- Opening Delimiter -

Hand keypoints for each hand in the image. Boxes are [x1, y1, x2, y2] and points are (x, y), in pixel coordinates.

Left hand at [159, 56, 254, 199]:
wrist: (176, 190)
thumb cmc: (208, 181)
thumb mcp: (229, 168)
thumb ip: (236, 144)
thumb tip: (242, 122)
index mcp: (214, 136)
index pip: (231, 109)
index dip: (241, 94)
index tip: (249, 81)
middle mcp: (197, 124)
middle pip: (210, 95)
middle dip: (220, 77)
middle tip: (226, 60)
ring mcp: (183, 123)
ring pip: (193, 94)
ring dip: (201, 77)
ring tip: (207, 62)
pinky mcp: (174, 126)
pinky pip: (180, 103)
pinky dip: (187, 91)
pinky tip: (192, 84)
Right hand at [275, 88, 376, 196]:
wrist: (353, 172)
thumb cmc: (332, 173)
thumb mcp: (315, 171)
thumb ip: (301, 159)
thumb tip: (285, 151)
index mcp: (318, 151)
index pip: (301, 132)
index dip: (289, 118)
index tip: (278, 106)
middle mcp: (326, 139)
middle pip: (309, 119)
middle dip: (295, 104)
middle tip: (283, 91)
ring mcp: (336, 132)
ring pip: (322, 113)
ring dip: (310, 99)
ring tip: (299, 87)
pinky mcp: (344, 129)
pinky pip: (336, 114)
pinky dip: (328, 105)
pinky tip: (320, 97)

- Closing Delimiter -

Task goal: Retype the whole of the listing. Nothing may be altered or omitted.

Written solution:
Hand keypoints for each hand in the image. Boxes are [x1, y1, x2, y2] and points are (x, y), in pixel coordinates.

Left hand at [159, 56, 254, 199]:
wrist: (176, 190)
thumb cmc: (208, 181)
thumb mcp: (229, 168)
thumb ip: (236, 144)
thumb tip: (242, 122)
index mcp: (214, 136)
index pip: (231, 109)
index dip: (241, 94)
index tip: (249, 81)
middle mcp: (197, 124)
middle pip: (210, 95)
middle dip: (220, 77)
middle tip: (226, 60)
ring mcp: (183, 123)
ring pip: (193, 94)
ring dip: (201, 77)
ring tip: (207, 62)
pinky mcp: (174, 126)
pinky pip: (180, 103)
pinky dip: (187, 91)
pinky tip: (192, 84)
Right hand at [275, 88, 376, 196]:
wrist: (353, 172)
thumb cmc: (332, 173)
thumb mcp: (315, 171)
thumb ip: (301, 159)
thumb tip: (285, 151)
index mcp: (318, 151)
index pip: (301, 132)
index dip: (289, 118)
index tip: (278, 106)
middle mcp: (326, 139)
middle pip: (309, 119)
middle dip: (295, 104)
middle tip: (283, 91)
ring mcp: (336, 132)
ring pip: (322, 113)
ring dip: (310, 99)
ring tip: (299, 87)
pinky mcp: (344, 129)
pinky pip: (336, 114)
pinky dip: (328, 105)
pinky tip: (320, 97)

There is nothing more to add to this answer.